Rajoy a affronté la crise catalane avec une apparente rigueur, parfois avec fermeté, mais une fermeté toujours tardive et singulièrement insuffisante. Sa politique s’est limitée à la mise en œuvre des dispositifs légaux et constitutionnels à sa disposition pour faire face aux crises qui se sont succédé à Barcelone, sans jamais en traiter les causes – qui rongent la Catalogne et l’Espagne de longue date et qui les amènent au bord d’une crise majeure.
Est-il permis ou non d’enseigner la haine de l’Espagne à la jeunesse catalane, dès l’école primaire et jusqu’à l’université ? Les maîtres d’école, les professeurs des facultés y sont-ils autorisés ? C’est ce qu’ils font depuis deux ou trois décennies. Les grands moyens de communication ont-ils le droit de marteler la même haine à longueur de temps auprès de la population catalane ? Fallait-il laisser les séparatistes catalans déclarés s’emparer sans contrôle de tous les postes clé de la société catalane, alors qu’ils n’y sont pas majoritaires ? Et même l’eussent-ils été ? Enseignement, administrations, municipalités, moyens de communication : était-il raisonnable qu’ils soient autorisés à les « noyauter » et à les diriger sans partage ? En bref, fallait-il leur reconnaître la liberté de mettre la main sur tous les leviers de commande, à la manière des coups de force des minorités agissantes ? Il ne semble pas que Madrid s’en soit jamais souciée, qu’elle ait jamais prononcé la moindre interdiction, pris la moindre mesure. Elle en a les conséquences.

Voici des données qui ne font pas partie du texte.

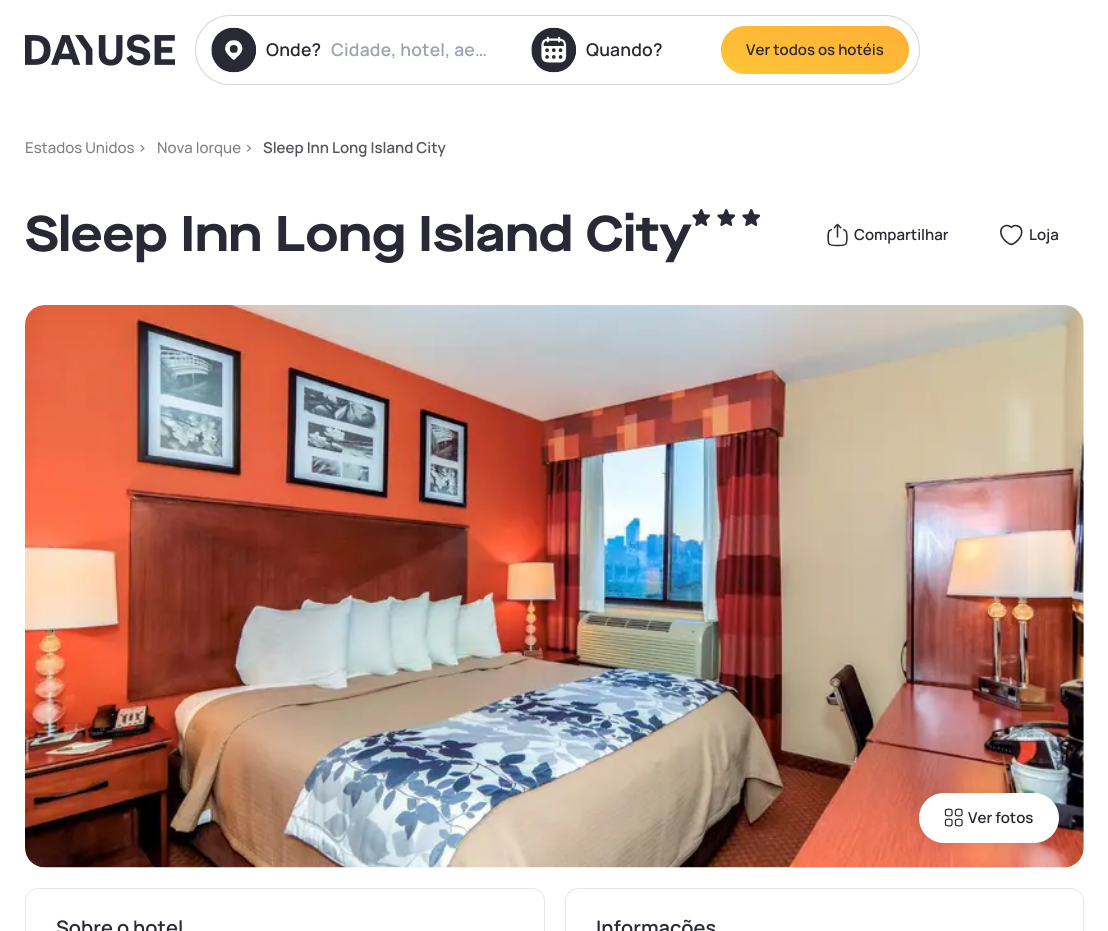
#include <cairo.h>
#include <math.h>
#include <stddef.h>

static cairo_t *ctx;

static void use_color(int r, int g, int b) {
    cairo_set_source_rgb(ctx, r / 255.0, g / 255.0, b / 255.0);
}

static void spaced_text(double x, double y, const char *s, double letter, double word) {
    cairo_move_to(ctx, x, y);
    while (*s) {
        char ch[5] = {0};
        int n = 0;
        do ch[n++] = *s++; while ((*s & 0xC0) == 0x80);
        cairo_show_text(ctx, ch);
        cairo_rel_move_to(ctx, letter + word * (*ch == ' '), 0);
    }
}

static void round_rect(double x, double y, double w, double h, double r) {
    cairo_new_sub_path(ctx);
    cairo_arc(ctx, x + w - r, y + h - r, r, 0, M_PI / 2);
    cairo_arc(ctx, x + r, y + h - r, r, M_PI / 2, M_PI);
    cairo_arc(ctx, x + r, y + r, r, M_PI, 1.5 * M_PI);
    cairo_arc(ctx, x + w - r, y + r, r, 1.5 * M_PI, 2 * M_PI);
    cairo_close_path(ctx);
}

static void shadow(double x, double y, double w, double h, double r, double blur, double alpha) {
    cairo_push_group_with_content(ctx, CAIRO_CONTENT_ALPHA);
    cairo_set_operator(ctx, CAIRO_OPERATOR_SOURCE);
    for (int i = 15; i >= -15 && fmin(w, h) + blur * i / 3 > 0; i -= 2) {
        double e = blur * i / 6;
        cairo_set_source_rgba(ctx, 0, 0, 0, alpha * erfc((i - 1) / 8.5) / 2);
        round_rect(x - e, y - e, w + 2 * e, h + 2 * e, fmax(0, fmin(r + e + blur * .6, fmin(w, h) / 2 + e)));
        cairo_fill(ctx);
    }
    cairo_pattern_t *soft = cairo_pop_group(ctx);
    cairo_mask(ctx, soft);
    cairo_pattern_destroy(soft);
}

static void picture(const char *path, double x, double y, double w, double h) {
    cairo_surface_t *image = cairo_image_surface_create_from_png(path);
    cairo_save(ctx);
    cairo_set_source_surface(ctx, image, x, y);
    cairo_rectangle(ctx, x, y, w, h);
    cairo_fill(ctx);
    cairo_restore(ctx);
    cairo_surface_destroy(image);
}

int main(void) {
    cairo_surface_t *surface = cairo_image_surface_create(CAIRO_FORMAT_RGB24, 1108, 931);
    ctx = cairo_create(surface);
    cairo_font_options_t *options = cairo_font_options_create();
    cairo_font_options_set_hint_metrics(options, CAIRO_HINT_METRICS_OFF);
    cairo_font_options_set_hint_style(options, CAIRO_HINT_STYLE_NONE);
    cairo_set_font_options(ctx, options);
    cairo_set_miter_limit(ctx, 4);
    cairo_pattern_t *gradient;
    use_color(255, 255, 255);
    cairo_paint(ctx);
    picture("img1.png", 25, 34, 150, 32);
    round_rect(195.5, 15.5, 724, 69, 34.5);
    use_color(212, 212, 215);
    cairo_set_line_width(ctx, 1);
    cairo_stroke(ctx);
    picture("img2.png", 211, 27, 45, 46);
    cairo_select_font_face(ctx, "Manrope SemiBold", CAIRO_FONT_SLANT_NORMAL, CAIRO_FONT_WEIGHT_NORMAL);
    cairo_set_font_size(ctx, 17.5);
    use_color(41, 41, 53);
    spaced_text(266, 56, "Onde?", 0.2, 0);
    use_color(156, 163, 175);
    spaced_text(331, 56, "Cidade, hotel, ae…", 0.2, 0);
    picture("img3.png", 531, 27, 45, 46);
    use_color(41, 41, 53);
    spaced_text(586, 56, "Quando?", 0.2, 0);
    gradient = cairo_pattern_create_linear(826, 5.4, 804, 95);
    cairo_pattern_add_color_stop_rgba(gradient, 0, 1, 0.686, 0.212, 1);
    cairo_pattern_add_color_stop_rgba(gradient, 1, 1, 0.773, 0.212, 1);
    cairo_set_source(ctx, gradient);
    cairo_pattern_destroy(gradient);
    round_rect(721, 26, 188, 48, 24);
    cairo_fill(ctx);
    cairo_set_font_size(ctx, 15);
    use_color(41, 41, 53);
    cairo_move_to(ctx, 746, 55);
    cairo_show_text(ctx, "Ver todos os hotéis");
    cairo_select_font_face(ctx, "Manrope Medium", CAIRO_FONT_SLANT_NORMAL, CAIRO_FONT_WEIGHT_NORMAL);
    use_color(127, 127, 134);
    cairo_move_to(ctx, 25, 153);
    cairo_show_text(ctx, "Estados Unidos >");
    cairo_move_to(ctx, 157, 153);
    cairo_show_text(ctx, "Nova Iorque >");
    cairo_select_font_face(ctx, "Manrope SemiBold", CAIRO_FONT_SLANT_NORMAL, CAIRO_FONT_WEIGHT_NORMAL);
    use_color(84, 84, 93);
    cairo_move_to(ctx, 263, 153);
    cairo_show_text(ctx, "Sleep Inn Long Island City");
    cairo_select_font_face(ctx, "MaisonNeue", CAIRO_FONT_SLANT_NORMAL, CAIRO_FONT_WEIGHT_BOLD);
    cairo_set_font_size(ctx, 50);
    use_color(41, 41, 53);
    cairo_move_to(ctx, 25, 251);
    cairo_show_text(ctx, "Sleep Inn Long Island City");
    picture("img4.png", 692, 209, 19, 17);
    picture("img4.png", 717, 209, 19, 17);
    picture("img4.png", 742, 209, 19, 17);
    picture("img5.png", 827, 223, 21, 24);
    cairo_select_font_face(ctx, "Manrope SemiBold", CAIRO_FONT_SLANT_NORMAL, CAIRO_FONT_WEIGHT_NORMAL);
    cairo_set_font_size(ctx, 15);
    cairo_move_to(ctx, 854, 240);
    cairo_show_text(ctx, "Compartilhar");
    picture("img6.png", 1000, 224, 23, 22);
    cairo_move_to(ctx, 1029, 240);
    cairo_show_text(ctx, "Loja");
    picture("img7.png", 25, 305, 1059, 563);
    use_color(0, 0, 0);
    shadow(919, 793, 140, 50, 25, 6, 0.1);
    use_color(255, 255, 255);
    round_rect(919, 793, 140, 50, 25);
    cairo_fill(ctx);
    picture("img8.png", 944, 808, 19, 19);
    use_color(41, 41, 53);
    cairo_move_to(ctx, 968, 823);
    cairo_show_text(ctx, "Ver fotos");
    round_rect(25.5, 888.5, 519, 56, 12.5);
    use_color(229, 231, 235);
    cairo_stroke(ctx);
    cairo_set_font_size(ctx, 20);
    use_color(41, 41, 53);
    cairo_move_to(ctx, 56, 935);
    cairo_show_text(ctx, "Sobre o hotel");
    round_rect(565.5, 888.5, 518, 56, 12.5);
    use_color(229, 231, 235);
    cairo_stroke(ctx);
    use_color(41, 41, 53);
    cairo_move_to(ctx, 596, 935);
    cairo_show_text(ctx, "Informações");
    cairo_surface_write_to_png(surface, "result.png");
    cairo_font_options_destroy(options);
    cairo_destroy(ctx);
    cairo_surface_destroy(surface);
    return 0;
}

Et ces conséquences sont celles du jeu démocratique lui-même, règle suprême du système espagnol. Les jeux parlementaires en particulier, car Mariano Rajoy a été renversé par une majorité de députés qui ne se sont trouvés d’accord que pour son éviction. Le jeune Pedro Sanchez qui lui succède à la Moncloa est le chef du parti socialiste, sorti très affaibli des dernières législatives nationales et bien incapable de former à soi seul une majorité. Il lui faudra nouer des alliances. Ce sera sans-doute avec les cryptocommunistes de Podemos, et, comme ça ne suffira pas, ce sera aussi avec les indépendantistes basques et catalans. Et ce sera donc au prix de concessions à eux consenties, dont on ne sait ce qu’elles seront… Ainsi, comme dans les années 30 du siècle dernier, les effets pervers du parlementarisme jouent-ils de façon déterminante contre l’unité de l’Espagne.
Pedro Sanchez succède à Mariano Rajoy le jour même où Quim Torra est investi à Barcelone, place Sant Jaume, en tant que président de la Généralité. Son programme n’est pas de faire reconnaître les droits légitimes du peuple catalan à préserver et développer les riches facettes de son identité historique. Ces droits lui sont déjà largement reconnus et sont amplement exercés. Au delà du raisonnable, sans-doute. Son programme est de conduire la Catalogne vers une impossible indépendance.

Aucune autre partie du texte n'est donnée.